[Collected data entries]
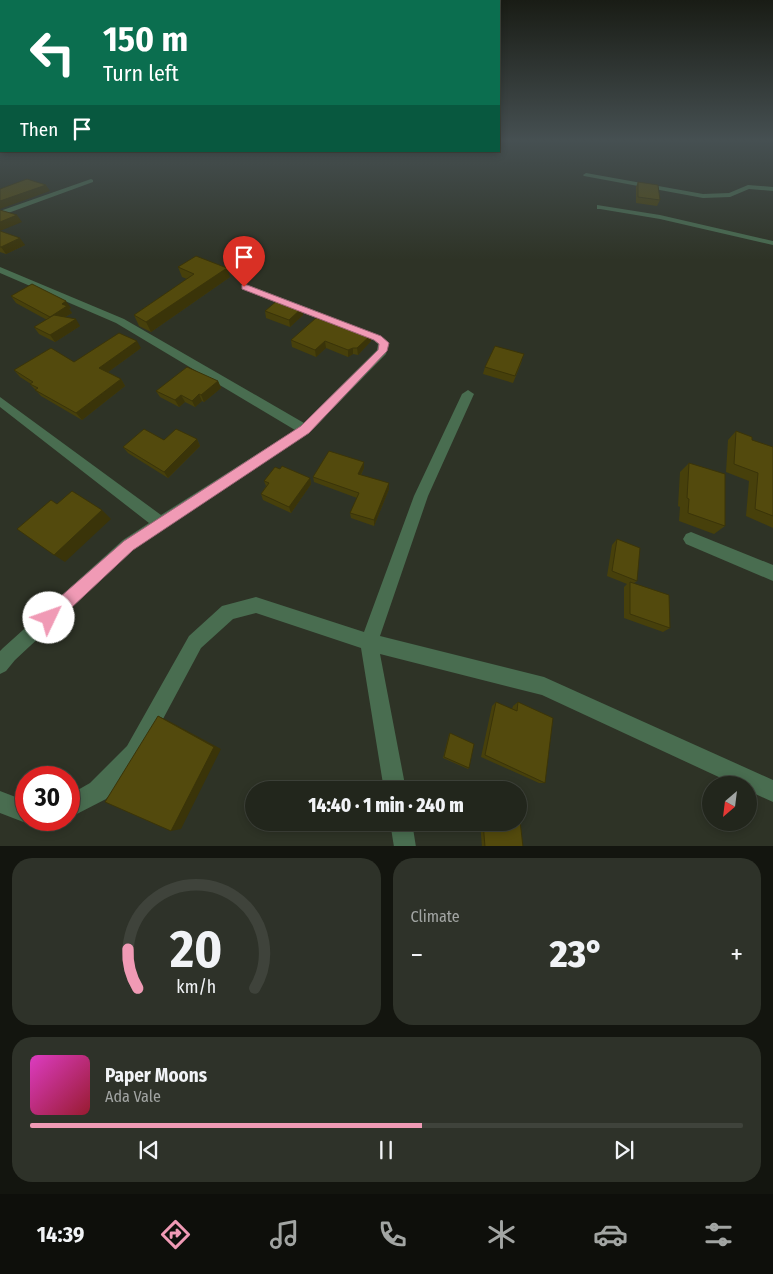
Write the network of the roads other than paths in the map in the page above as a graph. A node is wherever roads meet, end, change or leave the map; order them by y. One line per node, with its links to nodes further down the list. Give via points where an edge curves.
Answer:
1 (617, 180): 3 (street, via 703,196 730,195 748,187)
2 (91, 182): 5 (street)
3 (773, 189)
4 (600, 207): 6 (street)
5 (0, 214)
6 (773, 243)
7 (0, 270): 11 (street, via 120,321)
8 (244, 287): 11 (street, via 384,343 382,351)
9 (468, 394): 15 (street, via 420,496)
10 (0, 401): 12 (street)
11 (305, 430): 12 (street)
12 (160, 523): 16 (street, via 128,545)
13 (692, 539): 14 (street)
14 (773, 573)
15 (369, 642): 17 (street); 18 (street, via 544,686); 19 (street, via 256,605 228,612 195,642 134,753 98,790)
16 (0, 665)
17 (393, 781)
18 (773, 791)
19 (80, 801)
20 (0, 802): 21 (street)
21 (15, 808)
22 (402, 831): 23 (street)
23 (405, 846)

◆ Task statement ◆
Text only, no pictures: copy every entry exactly.

◆ Answer box ◆
Write the network of the roads other than paths in the map in the page above as a graph. A node is wherever roads meet, end, change or leave the map; order them by y. One line per node, with its links to nodes further down the list. Give via points where an edge curves.
Answer:
1 (617, 180): 3 (street, via 703,196 730,195 748,187)
2 (91, 182): 5 (street)
3 (773, 189)
4 (600, 207): 6 (street)
5 (0, 214)
6 (773, 243)
7 (0, 270): 11 (street, via 120,321)
8 (244, 287): 11 (street, via 384,343 382,351)
9 (468, 394): 15 (street, via 420,496)
10 (0, 401): 12 (street)
11 (305, 430): 12 (street)
12 (160, 523): 16 (street, via 128,545)
13 (692, 539): 14 (street)
14 (773, 573)
15 (369, 642): 17 (street); 18 (street, via 544,686); 19 (street, via 256,605 228,612 195,642 134,753 98,790)
16 (0, 665)
17 (393, 781)
18 (773, 791)
19 (80, 801)
20 (0, 802): 21 (street)
21 (15, 808)
22 (402, 831): 23 (street)
23 (405, 846)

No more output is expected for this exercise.